Un territorio avvelenato
Agrumeti e uliveti sono scomparsi per far posto a fabbriche inquinanti e a un megainceneritore. In questa landa desolata il fiume Mesima, con le sue acque maleodoranti, è il simbolo di un luogo sempre più ammorbato, ove presto potrebbe nascere un rigassificatore. Per non parlare della tendopoli per migranti nell’area industriale. Aumenta il numero dei morti per tumore e crescono tra la popolazione rabbia e paura. La foce del Mesima si trova a ridosso delle provincie di Reggio e Vibo Valentia, tra San Ferdinando e Nicotera. Sono anni che l’agenzia regionale per la protezione ambientale pubblica i risultati allarmanti delle rilevazioni, fatte nel punto dove fiume e mare si incontrano, e sono anni che in piena estate il problema è così evidente che la stagione balneare è gravemente compromessa. E così in una delle aree portuali più importanti del Mediterraneo, dove nel 2015 furono smaltite tonnellate di armi chimiche siriane, si è andati avanti con lo smaltimento illegale dei rifiuti, sotto gli occhi e i nasi di molti. Metalli pesanti, nocivi, cancerogeni, sversati nel Tirreno, diventato il cimitero dei veleni.

Lo stato di crisi, richiesto dagli ambientalisti, ancora non è stato dichiarato. «L’economia e il benessere dell’area non possono sopportare che questi rifiuti danneggino ulteriormente l’immagine turistica e la salute, rischiando di ritrovarci nel mare o per le strade del centro abitato oli illecitamente smaltiti nel distretto portuale-industriale più blindato d’Italia. Staremo in presidio fin quando sarà necessario. L’area del primo porto italiano per traffico di container non può avvelenare in maniera così evidente e impunita un territorio che già paga un prezzo altissimo dalla concentrazione di impianti autorizzati ma altamente inquinanti» dicono gli attivisti.
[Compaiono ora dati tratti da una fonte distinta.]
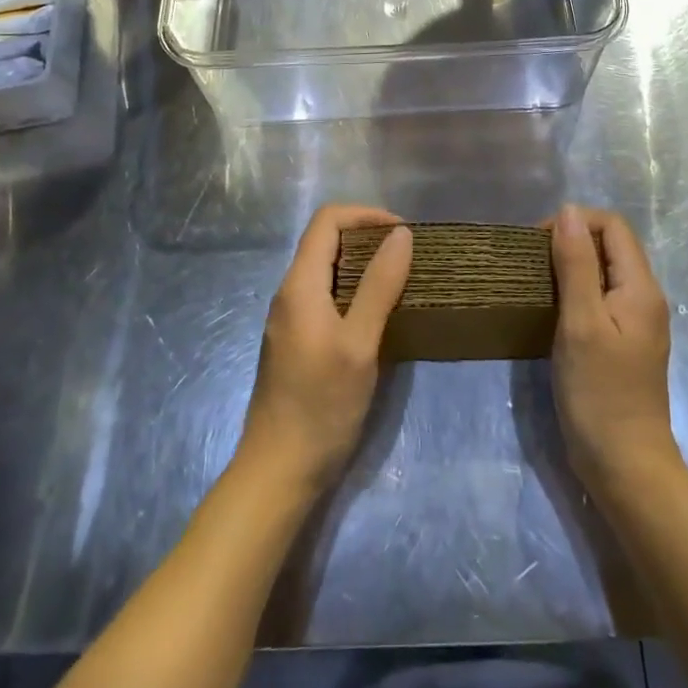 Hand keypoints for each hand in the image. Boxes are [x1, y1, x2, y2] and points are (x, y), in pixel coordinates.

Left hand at [236, 204, 411, 496]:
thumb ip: (379, 285)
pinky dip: (354, 290)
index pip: (327, 220)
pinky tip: (378, 314)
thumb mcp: (359, 344)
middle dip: (367, 237)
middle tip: (407, 256)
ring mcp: (290, 318)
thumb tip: (401, 234)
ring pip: (326, 269)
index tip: (403, 232)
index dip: (365, 215)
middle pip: (325, 241)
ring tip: (400, 280)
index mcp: (299, 284)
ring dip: (363, 265)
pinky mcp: (296, 340)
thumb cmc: (321, 405)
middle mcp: (290, 292)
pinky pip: (325, 295)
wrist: (279, 472)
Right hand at [549, 204, 678, 500]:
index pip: (612, 226)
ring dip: (571, 266)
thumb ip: (576, 264)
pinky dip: (576, 292)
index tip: (539, 243)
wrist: (626, 467)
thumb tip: (568, 211)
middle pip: (610, 245)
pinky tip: (552, 310)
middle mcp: (645, 297)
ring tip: (537, 282)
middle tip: (533, 262)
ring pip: (604, 272)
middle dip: (571, 241)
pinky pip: (601, 298)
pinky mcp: (624, 343)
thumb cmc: (600, 393)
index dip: (575, 222)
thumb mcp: (581, 322)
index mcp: (640, 287)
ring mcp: (636, 322) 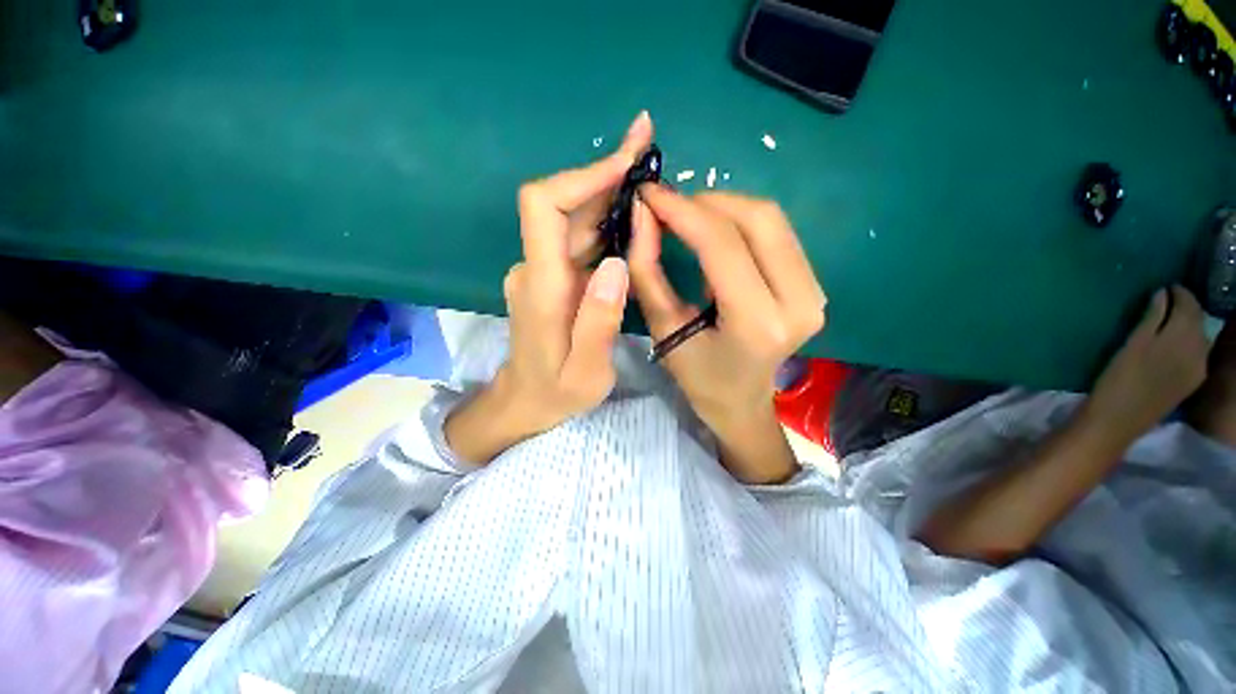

La regione ha finalmente avviato un tavolo tecnico di monitoraggio. Ieri, la seconda riunione, alla presenza dell’assessore all’Ambiente, di un delegato del comitato, del sindaco di Gioia Tauro e dell’urbanista Romeo, ha delineato gli interventi di messa in sicurezza da effettuare e gli interventi in sospeso, nonché l’urgenza di effettuare la pulizia straordinaria, prima di rischiare lo sversamento in mare della pozzanghera velenosa e creare un vero e proprio disastro ambientale. Gli attivisti restano in allerta e la rivolta del canalone continua. Fino alla bonifica.